━━━━━ Data for review ━━━━━
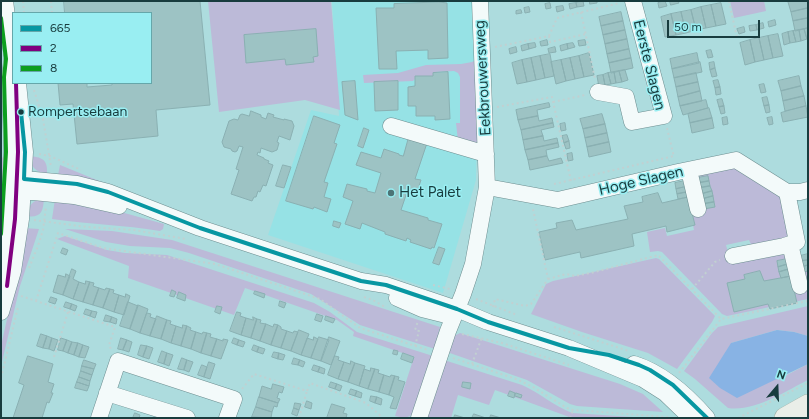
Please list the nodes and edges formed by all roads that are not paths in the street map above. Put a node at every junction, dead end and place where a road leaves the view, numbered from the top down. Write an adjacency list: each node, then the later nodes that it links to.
1 (6, 1): 4 (street)
2 (480, 1): 8 (street, Eekbrouwersweg)
3 (626, 2): 6 (street, Eerste Slagen)
4 (12, 61): 10 (street)
5 (18, 84): 10 (street)
6 (598, 92)
7 (391, 126): 8 (street, Eekbrouwersweg)
8 (486, 154): 11 (street, Eekbrouwersweg)
9 (683, 171): 11 (street, Hoge Slagen); 13 (street, Hoge Slagen); 14 (street)
10 (19, 185): 17 (street); 19 (street); 20 (street)
11 (487, 187): 20 (street, Eekbrouwersweg)
12 (808, 190): 13 (street)
13 (787, 192): 15 (street)
14 (698, 209)
15 (790, 244): 16 (street); 18 (street)
16 (733, 256)
17 (1, 285)
18 (800, 286)
19 (1, 312)
20 (454, 317): 21 (street); 27 (street, Eekbrouwersweg)
21 (569, 348): 28 (street); 29 (street)
22 (107, 393): 24 (street); 25 (street); 26 (street)
23 (808, 405): 30 (main road)
24 (99, 418)
25 (187, 418)
26 (227, 418)
27 (420, 418)
28 (691, 418)
29 (707, 418)
30 (785, 418)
━━━━━
What to do
Repeat every record exactly, but not the pictures.

Completed exercise
Please list the nodes and edges formed by all roads that are not paths in the street map above. Put a node at every junction, dead end and place where a road leaves the view, numbered from the top down. Write an adjacency list: each node, then the later nodes that it links to.
1 (6, 1): 4 (street)
2 (480, 1): 8 (street, Eekbrouwersweg)
3 (626, 2): 6 (street, Eerste Slagen)
4 (12, 61): 10 (street)
5 (18, 84): 10 (street)
6 (598, 92)
7 (391, 126): 8 (street, Eekbrouwersweg)
8 (486, 154): 11 (street, Eekbrouwersweg)
9 (683, 171): 11 (street, Hoge Slagen); 13 (street, Hoge Slagen); 14 (street)
10 (19, 185): 17 (street); 19 (street); 20 (street)
11 (487, 187): 20 (street, Eekbrouwersweg)
12 (808, 190): 13 (street)
13 (787, 192): 15 (street)
14 (698, 209)
15 (790, 244): 16 (street); 18 (street)
16 (733, 256)
17 (1, 285)
18 (800, 286)
19 (1, 312)
20 (454, 317): 21 (street); 27 (street, Eekbrouwersweg)
21 (569, 348): 28 (street); 29 (street)
22 (107, 393): 24 (street); 25 (street); 26 (street)
23 (808, 405): 30 (main road)
24 (99, 418)
25 (187, 418)
26 (227, 418)
27 (420, 418)
28 (691, 418)
29 (707, 418)
30 (785, 418)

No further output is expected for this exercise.